MODERN MISSION; AREA PARISH TAKES MASS TO CASTAIC.
Not so long ago, Castaic residents accounted for about 1 percent of the families registered in the Santa Clarita Valley's oldest Catholic parish. A few years and a building boom later, they comprise 10 percent.
So two months ago, Our Lady of Perpetual Help Church in Newhall began celebrating Sunday morning Mass at a satellite location as a convenience to its growing flock in Castaic, several miles north along the Golden State Freeway.
``Four or five years ago, we only had about 50 families over there,'' said the Rev. Patrick Power of Our Lady of Perpetual Help. Now, he said, there are about 500 Castaic families in the congregation, out of 5,130 registered families in the parish.
In response, Our Lady of Perpetual Help secured permission from the Castaic Union School District to celebrate Mass in the multipurpose room at Live Oak Elementary School. So far, 10:30 a.m. Sunday is the only worship service at Live Oak, which Power refers to as a ``mission'' branch of OLPH.
The parish has one other satellite Mass, at 2 p.m. Sundays at Val Verde Park, Power said.
But the addition of a weekly Mass is a sign that the Archdiocese of Los Angeles recognizes the eventual need for another Catholic church in the Santa Clarita Valley. Although the archdiocese owns about 4 acres of land near Hasley Canyon Road, Power couldn't estimate when a full-fledged church might be built in Castaic.
Since the Masses began in December, attendance at Live Oak has steadily climbed to about 400 each week, Power said.
Castaic resident Paul Andrade has been a parishioner at Our Lady of Perpetual Help since the early 1980s, and the long drive to Mass never bothered him. But he said that having a Catholic Church closer to home will be a nice development for Castaic.
``You feel like you're in a small community again. When you go to Mass in Castaic, you look around and you recognize all the faces,'' said Andrade, who attends church with his wife, Helene, and their 11-year-old son, a sixth-grader at Our Lady of Perpetual Help School.
Andrade said the fledgling parish has formed its own choir, with guitar and drum accompaniment. They are drafting ushers to take the weekly collection, speakers to read the Bible passages and Eucharistic ministers to help the priests dispense Holy Communion, he said.
Each week, Andrade and his wife pitch in, shuttling the vestments for the priests and altar servers to Live Oak and helping set up the multipurpose room for Mass.
Congregants sit on folding chairs instead of pews. Another priest from OLPH, the Rev. Norm Supancheck, usually celebrates Mass, and the format at Live Oak is the same as it is in a church.
The Santa Clarita Valley has two other Catholic parishes - St. Clare's in Canyon Country and its newest full-fledged parish, Blessed Kateri Tekakwitha in Saugus.

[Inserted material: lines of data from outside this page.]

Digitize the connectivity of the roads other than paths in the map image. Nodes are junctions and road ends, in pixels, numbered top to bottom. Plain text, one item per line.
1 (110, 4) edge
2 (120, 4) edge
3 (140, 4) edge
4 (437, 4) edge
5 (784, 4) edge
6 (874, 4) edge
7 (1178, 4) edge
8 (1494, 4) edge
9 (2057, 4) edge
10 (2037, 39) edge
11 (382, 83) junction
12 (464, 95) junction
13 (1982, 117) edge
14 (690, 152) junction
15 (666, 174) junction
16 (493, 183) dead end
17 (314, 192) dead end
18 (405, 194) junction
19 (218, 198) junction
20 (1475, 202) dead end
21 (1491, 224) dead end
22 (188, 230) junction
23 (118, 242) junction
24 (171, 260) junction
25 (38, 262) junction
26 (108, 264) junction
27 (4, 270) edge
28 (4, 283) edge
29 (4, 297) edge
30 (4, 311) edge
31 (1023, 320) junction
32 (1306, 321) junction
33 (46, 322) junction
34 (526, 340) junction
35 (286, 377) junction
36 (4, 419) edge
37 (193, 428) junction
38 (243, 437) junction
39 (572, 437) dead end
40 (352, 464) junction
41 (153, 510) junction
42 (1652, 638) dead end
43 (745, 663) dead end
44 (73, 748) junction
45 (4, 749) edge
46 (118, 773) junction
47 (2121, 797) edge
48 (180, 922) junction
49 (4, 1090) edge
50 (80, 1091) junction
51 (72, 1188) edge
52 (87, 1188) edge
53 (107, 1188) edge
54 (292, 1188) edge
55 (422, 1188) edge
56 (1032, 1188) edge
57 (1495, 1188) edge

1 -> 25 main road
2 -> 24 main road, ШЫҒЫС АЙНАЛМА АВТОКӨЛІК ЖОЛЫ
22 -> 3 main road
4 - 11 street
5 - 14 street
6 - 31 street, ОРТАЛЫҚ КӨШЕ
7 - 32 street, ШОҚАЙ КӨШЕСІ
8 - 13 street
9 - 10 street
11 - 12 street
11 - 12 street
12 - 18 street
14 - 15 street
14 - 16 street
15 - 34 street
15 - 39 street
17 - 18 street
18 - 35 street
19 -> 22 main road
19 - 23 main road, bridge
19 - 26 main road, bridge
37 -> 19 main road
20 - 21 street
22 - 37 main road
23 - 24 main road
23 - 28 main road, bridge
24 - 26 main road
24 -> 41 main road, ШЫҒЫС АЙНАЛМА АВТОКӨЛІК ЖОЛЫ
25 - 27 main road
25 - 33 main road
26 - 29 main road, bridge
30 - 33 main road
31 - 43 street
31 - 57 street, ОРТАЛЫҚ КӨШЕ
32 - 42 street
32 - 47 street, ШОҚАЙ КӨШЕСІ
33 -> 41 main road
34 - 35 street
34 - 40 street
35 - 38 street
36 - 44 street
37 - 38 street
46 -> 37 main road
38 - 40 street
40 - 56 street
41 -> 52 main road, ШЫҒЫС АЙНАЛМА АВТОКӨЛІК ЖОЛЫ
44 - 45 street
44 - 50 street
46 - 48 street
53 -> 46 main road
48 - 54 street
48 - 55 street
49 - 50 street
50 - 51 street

Castaic resident Monica Ladisa sent her children to elementary school at Our Lady of Perpetual Help and has been a parishioner at the church for about eight years. The distance between her community and her parish never interfered with her weekly attendance, she said.
``For Catholics to miss Mass without a good reason is a serious sin,'' Ladisa said.
Still, the newfound proximity may bolster attendance - possibly among lapsed Catholics who live in the Castaic area - or involvement among all parishioners who live there.
``I think a lot of people will be more active in church. Whenever they have (an event), we'll just go to it because it's so convenient,'' said Ladisa, a mother of four. ``I love going five minutes to (get to) Mass.''
Even though the setting is absent the usual religious icons, Ladisa said that all Catholics really need to practice their faith is the Gospel and someone to officiate.
``They haven't dressed it up for Mass, but the priest and the Blessed Sacrament are there,'' Ladisa said. ``I miss the stained-glass windows and the statues, but when we finally get a church, that'll all be there.''
PHOTO (1--Color) The Rev. Norm Supancheck speaks to the congregation during Mass in the Live Oak Elementary School multipurpose room in Castaic.
(2--Color) Beth and Frank Lim wheel in a piano for Cheryl Aiviar, right, before Mass begins.